══ Records provided ══
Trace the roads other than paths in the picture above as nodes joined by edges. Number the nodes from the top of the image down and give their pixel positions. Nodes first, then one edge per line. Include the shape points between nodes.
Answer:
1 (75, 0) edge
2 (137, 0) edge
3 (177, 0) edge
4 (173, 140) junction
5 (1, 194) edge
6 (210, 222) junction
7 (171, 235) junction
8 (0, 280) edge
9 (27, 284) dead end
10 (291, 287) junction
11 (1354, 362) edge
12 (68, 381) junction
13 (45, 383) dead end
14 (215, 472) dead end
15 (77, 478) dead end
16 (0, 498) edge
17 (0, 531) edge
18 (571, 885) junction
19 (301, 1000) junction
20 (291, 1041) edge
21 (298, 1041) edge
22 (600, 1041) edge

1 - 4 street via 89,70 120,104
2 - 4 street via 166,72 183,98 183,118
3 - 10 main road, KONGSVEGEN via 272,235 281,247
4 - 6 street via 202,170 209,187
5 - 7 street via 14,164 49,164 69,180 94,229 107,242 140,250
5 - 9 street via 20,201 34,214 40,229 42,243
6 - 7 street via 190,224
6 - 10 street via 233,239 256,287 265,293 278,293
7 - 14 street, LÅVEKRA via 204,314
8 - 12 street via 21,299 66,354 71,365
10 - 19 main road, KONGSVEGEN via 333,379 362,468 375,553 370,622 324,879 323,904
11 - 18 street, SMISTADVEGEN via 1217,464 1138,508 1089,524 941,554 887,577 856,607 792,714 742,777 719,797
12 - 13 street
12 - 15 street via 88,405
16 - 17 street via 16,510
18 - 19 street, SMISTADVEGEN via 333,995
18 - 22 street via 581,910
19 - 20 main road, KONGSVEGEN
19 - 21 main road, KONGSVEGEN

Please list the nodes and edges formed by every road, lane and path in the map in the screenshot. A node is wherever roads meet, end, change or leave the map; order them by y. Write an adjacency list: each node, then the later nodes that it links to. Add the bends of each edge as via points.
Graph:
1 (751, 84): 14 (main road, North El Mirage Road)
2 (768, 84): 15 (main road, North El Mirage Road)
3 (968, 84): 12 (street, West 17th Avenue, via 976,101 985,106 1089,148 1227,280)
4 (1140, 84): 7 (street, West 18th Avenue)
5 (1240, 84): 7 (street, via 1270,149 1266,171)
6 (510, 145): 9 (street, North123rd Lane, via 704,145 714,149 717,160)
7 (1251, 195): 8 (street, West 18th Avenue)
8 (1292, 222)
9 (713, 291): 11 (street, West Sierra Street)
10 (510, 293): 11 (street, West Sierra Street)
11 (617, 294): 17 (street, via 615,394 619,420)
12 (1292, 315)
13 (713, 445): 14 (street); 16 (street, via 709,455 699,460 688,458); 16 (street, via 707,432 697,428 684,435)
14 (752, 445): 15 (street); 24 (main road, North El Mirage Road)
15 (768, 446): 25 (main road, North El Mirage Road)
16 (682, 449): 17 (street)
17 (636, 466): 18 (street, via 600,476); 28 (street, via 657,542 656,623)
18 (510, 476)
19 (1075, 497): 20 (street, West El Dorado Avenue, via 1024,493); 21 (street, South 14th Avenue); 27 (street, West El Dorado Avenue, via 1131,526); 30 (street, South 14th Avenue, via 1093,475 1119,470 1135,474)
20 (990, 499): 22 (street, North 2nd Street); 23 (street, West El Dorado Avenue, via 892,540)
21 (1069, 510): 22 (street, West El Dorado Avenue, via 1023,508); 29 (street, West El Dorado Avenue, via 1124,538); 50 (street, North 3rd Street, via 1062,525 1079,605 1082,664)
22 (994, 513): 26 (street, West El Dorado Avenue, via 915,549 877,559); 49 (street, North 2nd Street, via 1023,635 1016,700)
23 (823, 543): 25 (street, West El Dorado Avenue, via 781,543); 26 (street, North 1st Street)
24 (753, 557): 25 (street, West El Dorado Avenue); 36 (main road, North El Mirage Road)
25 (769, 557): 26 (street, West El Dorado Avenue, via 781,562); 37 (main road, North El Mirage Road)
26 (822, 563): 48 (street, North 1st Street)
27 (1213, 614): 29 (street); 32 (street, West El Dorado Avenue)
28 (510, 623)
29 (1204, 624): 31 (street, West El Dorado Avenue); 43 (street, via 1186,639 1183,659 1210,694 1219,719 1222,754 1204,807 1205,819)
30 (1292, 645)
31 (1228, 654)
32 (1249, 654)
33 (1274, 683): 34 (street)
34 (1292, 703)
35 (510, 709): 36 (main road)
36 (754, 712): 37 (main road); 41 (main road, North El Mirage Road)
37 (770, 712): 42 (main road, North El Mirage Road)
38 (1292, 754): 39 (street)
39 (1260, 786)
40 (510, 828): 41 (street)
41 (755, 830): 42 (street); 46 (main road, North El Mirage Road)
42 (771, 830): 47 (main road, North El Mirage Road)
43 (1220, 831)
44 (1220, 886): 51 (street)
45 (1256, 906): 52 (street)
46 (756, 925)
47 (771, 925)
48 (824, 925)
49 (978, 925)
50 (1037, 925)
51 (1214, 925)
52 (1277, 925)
═══
_Problem to work on_:
Print all of the records, leaving each one exactly as it appears above.

_Answer to this problem_:
Trace the roads other than paths in the picture above as nodes joined by edges. Number the nodes from the top of the image down and give their pixel positions. Nodes first, then one edge per line. Include the shape points between nodes.
Answer:
1 (75, 0) edge
2 (137, 0) edge
3 (177, 0) edge
4 (173, 140) junction
5 (1, 194) edge
6 (210, 222) junction
7 (171, 235) junction
8 (0, 280) edge
9 (27, 284) dead end
10 (291, 287) junction
11 (1354, 362) edge
12 (68, 381) junction
13 (45, 383) dead end
14 (215, 472) dead end
15 (77, 478) dead end
16 (0, 498) edge
17 (0, 531) edge
18 (571, 885) junction
19 (301, 1000) junction
20 (291, 1041) edge
21 (298, 1041) edge
22 (600, 1041) edge

1 - 4 street via 89,70 120,104
2 - 4 street via 166,72 183,98 183,118
3 - 10 main road, KONGSVEGEN via 272,235 281,247
4 - 6 street via 202,170 209,187
5 - 7 street via 14,164 49,164 69,180 94,229 107,242 140,250
5 - 9 street via 20,201 34,214 40,229 42,243
6 - 7 street via 190,224
6 - 10 street via 233,239 256,287 265,293 278,293
7 - 14 street, LÅVEKRA via 204,314
8 - 12 street via 21,299 66,354 71,365
10 - 19 main road, KONGSVEGEN via 333,379 362,468 375,553 370,622 324,879 323,904
11 - 18 street, SMISTADVEGEN via 1217,464 1138,508 1089,524 941,554 887,577 856,607 792,714 742,777 719,797
12 - 13 street
12 - 15 street via 88,405
16 - 17 street via 16,510
18 - 19 street, SMISTADVEGEN via 333,995
18 - 22 street via 581,910
19 - 20 main road, KONGSVEGEN
19 - 21 main road, KONGSVEGEN

Please list the nodes and edges formed by every road, lane and path in the map in the screenshot. A node is wherever roads meet, end, change or leave the map; order them by y. Write an adjacency list: each node, then the later nodes that it links to. Add the bends of each edge as via points.
Graph:
1 (751, 84): 14 (main road, North El Mirage Road)
2 (768, 84): 15 (main road, North El Mirage Road)
3 (968, 84): 12 (street, West 17th Avenue, via 976,101 985,106 1089,148 1227,280)
4 (1140, 84): 7 (street, West 18th Avenue)
5 (1240, 84): 7 (street, via 1270,149 1266,171)
6 (510, 145): 9 (street, North123rd Lane, via 704,145 714,149 717,160)
7 (1251, 195): 8 (street, West 18th Avenue)
8 (1292, 222)
9 (713, 291): 11 (street, West Sierra Street)
10 (510, 293): 11 (street, West Sierra Street)
11 (617, 294): 17 (street, via 615,394 619,420)
12 (1292, 315)
13 (713, 445): 14 (street); 16 (street, via 709,455 699,460 688,458); 16 (street, via 707,432 697,428 684,435)
14 (752, 445): 15 (street); 24 (main road, North El Mirage Road)
15 (768, 446): 25 (main road, North El Mirage Road)
16 (682, 449): 17 (street)
17 (636, 466): 18 (street, via 600,476); 28 (street, via 657,542 656,623)
18 (510, 476)
19 (1075, 497): 20 (street, West El Dorado Avenue, via 1024,493); 21 (street, South 14th Avenue); 27 (street, West El Dorado Avenue, via 1131,526); 30 (street, South 14th Avenue, via 1093,475 1119,470 1135,474)
20 (990, 499): 22 (street, North 2nd Street); 23 (street, West El Dorado Avenue, via 892,540)
21 (1069, 510): 22 (street, West El Dorado Avenue, via 1023,508); 29 (street, West El Dorado Avenue, via 1124,538); 50 (street, North 3rd Street, via 1062,525 1079,605 1082,664)
22 (994, 513): 26 (street, West El Dorado Avenue, via 915,549 877,559); 49 (street, North 2nd Street, via 1023,635 1016,700)
23 (823, 543): 25 (street, West El Dorado Avenue, via 781,543); 26 (street, North 1st Street)
24 (753, 557): 25 (street, West El Dorado Avenue); 36 (main road, North El Mirage Road)
25 (769, 557): 26 (street, West El Dorado Avenue, via 781,562); 37 (main road, North El Mirage Road)
26 (822, 563): 48 (street, North 1st Street)
27 (1213, 614): 29 (street); 32 (street, West El Dorado Avenue)
28 (510, 623)
29 (1204, 624): 31 (street, West El Dorado Avenue); 43 (street, via 1186,639 1183,659 1210,694 1219,719 1222,754 1204,807 1205,819)
30 (1292, 645)
31 (1228, 654)
32 (1249, 654)
33 (1274, 683): 34 (street)
34 (1292, 703)
35 (510, 709): 36 (main road)
36 (754, 712): 37 (main road); 41 (main road, North El Mirage Road)
37 (770, 712): 42 (main road, North El Mirage Road)
38 (1292, 754): 39 (street)
39 (1260, 786)
40 (510, 828): 41 (street)
41 (755, 830): 42 (street); 46 (main road, North El Mirage Road)
42 (771, 830): 47 (main road, North El Mirage Road)
43 (1220, 831)
44 (1220, 886): 51 (street)
45 (1256, 906): 52 (street)
46 (756, 925)
47 (771, 925)
48 (824, 925)
49 (978, 925)
50 (1037, 925)
51 (1214, 925)
52 (1277, 925)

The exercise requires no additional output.